Eduardo González
The Elcano Royal Institute believes that Spain, “a nodal middle power with the capacity to influence”, can and must increase its projection abroad in the face of the great challenges facing the world in 2022.
These are some of the main conclusions of the report Spain in the world in 2022: prospects and challenges, which was presented yesterday by videoconference and addresses the challenges of Spanish foreign action from ten axes of analysis: influence and external image, economy and technology, climate and energy, Europe, US-China competition, security, neighborhood, Latin America, democracy, rights and citizenship and globalization, development and governance.
“Spain is not a great power, but it is a medium power, a nodal country, with the capacity to influence,” said one of the coordinators of the report, Ignacio Molina, during the event, which was presented and moderated by José Juan Ruiz, president of the Elcano Royal Institute.
According to the researcher, Spanish foreign action should be favored by the “great social consensus” that exists in Spain with respect to “the substance of foreign policy, security, development cooperation and insertion in globalization”. However, he regretted, this consensus, “which would be envied by many Western democracies”, contrasts with “a very high political polarization, which is detrimental to Spain’s capacity to project itself abroad”.
In any case, according to Molina, foreign action can also be favored by the current “restructuring of the Ministry of Foreign Affairs” and by its greater availability of means thanks to “an expansive budget in foreign action”, which devotes “more money to development cooperation, to the reform of the cooperation system, to defense and to cultural action abroad” and which should help “to recover foreign action soon after two traumatic years of pandemic”.
In these conditions, he affirmed, foreign action must “maximize Spain’s influence in the EU in the face of the new Franco-German axis (after the change of government in Berlin and on the eve of a new electoral cycle in Paris)” and increase Spain’s contribution “to the great European debates, such as strategic autonomy, the rule of law in Hungary and Poland and the reform of the migratory system”.
Defense and Security and the Eastern and Southern Neighborhoods
Another of the authors of the report, Luis Simón, stated that Spain is also “called to play a leading role” in the two great security and defense challenges of 2022: “the EU Strategic Compass, which will set the EU priorities in security and defense and is expected to be approved this spring, during the French presidency”, and the next NATO Summit, which will be organized precisely by Spain and will be held in Madrid in June of this year.
“The Madrid Summit is presented in NATO circles as historic” because “it is not just any summit,” he said, “It is called to play a key role in the process of adapting NATO to a world that is marked by the return of strategic rivalry between great powers,” he continued. Besides, the Summit offers the double opportunity to increase “the visibility of Spain in strategic issues”, including the contribution of our country to the Alliance, and “to promote the defense culture in Spain”, which has a “low perception” in the Spanish society.
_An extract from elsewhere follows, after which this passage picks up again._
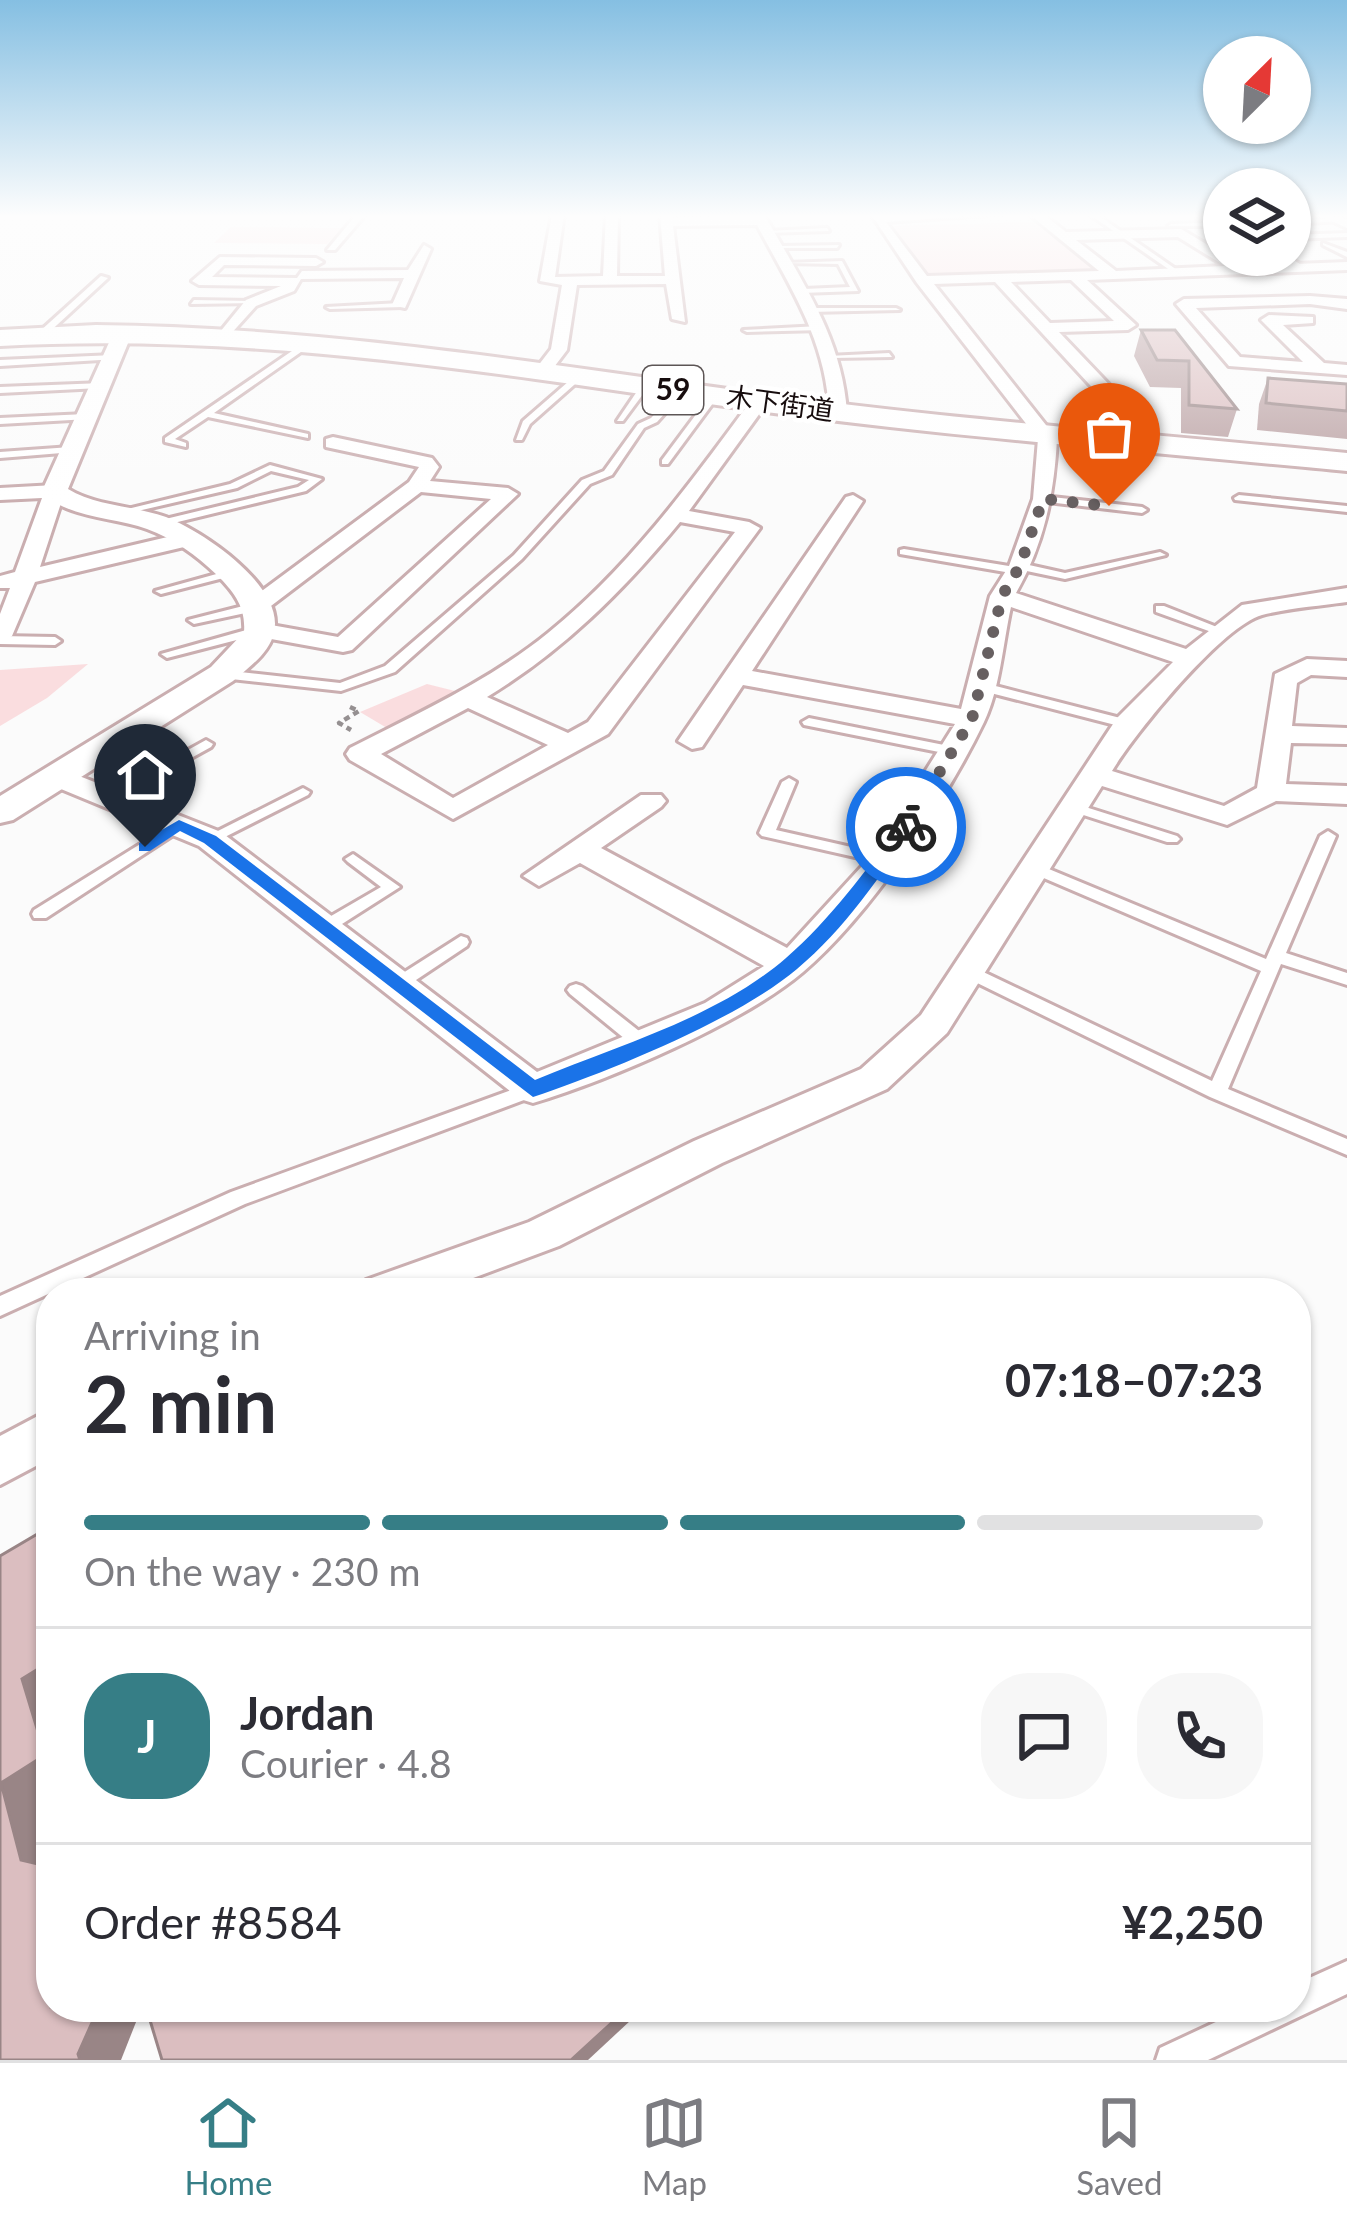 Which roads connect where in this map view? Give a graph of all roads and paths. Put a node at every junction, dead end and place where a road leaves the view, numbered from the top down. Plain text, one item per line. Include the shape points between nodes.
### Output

For her part, the researcher Mira Milosevich warned that Spain must also “gain prominence” in the two EU Neighborhoods, the Eastern and Southern Neighborhoods, “which are a scenario of rivalry between great powers and in which the absence, at times, of the EU is very striking”.
In the case of the Eastern Neighborhood, “Russia’s interest is to maintain its zone of privileged interest” and, to this end, it does not hesitate to resort to “conventional and non-conventional” means in order to prevent the rapprochement of the Eastern countries to the EU or NATO and to generate instability in the Eastern Neighborhood. In the case of the Southern Neighborhood, she continued, the greatest risk is “regional tension Morocco Algeria.” “A military conflict between Algeria and Morocco is not probable, but it is not entirely impossible either, and it would have consequences for Spain, such as an increase in the migratory flow and the destabilization of the whole region,” she warned. In any case, she said, “both Russia and Morocco have demonstrated their willingness to use unconventional instruments that are sometimes not perceived as security challenges, such as the use of migration to threaten stability, as we have seen in Spain, in Ceuta, and we see in Belarus, on the border with Lithuania and Poland.”
Also participating in the presentation of the report were researchers Lara Lázaro, who focused on energy challenges (“gas and oil supplies are guaranteed, but prices are expected to be high”) and climate change (“for Spain, 2022 will be the year of the implementation of the Climate Change and Energy Transition Law, and the reforms of the Recovery, Transformation and Resilience Plan will be an opportunity to boost the energy transition”), and Enrique Feás, who addressed the “destabilizing factors of the economy in 2022”: inflation growth, which “is likely to last longer than desirable”; geopolitical factors, which very directly affect gas distribution; and the relations of the EU and Spain with the UK after Brexit.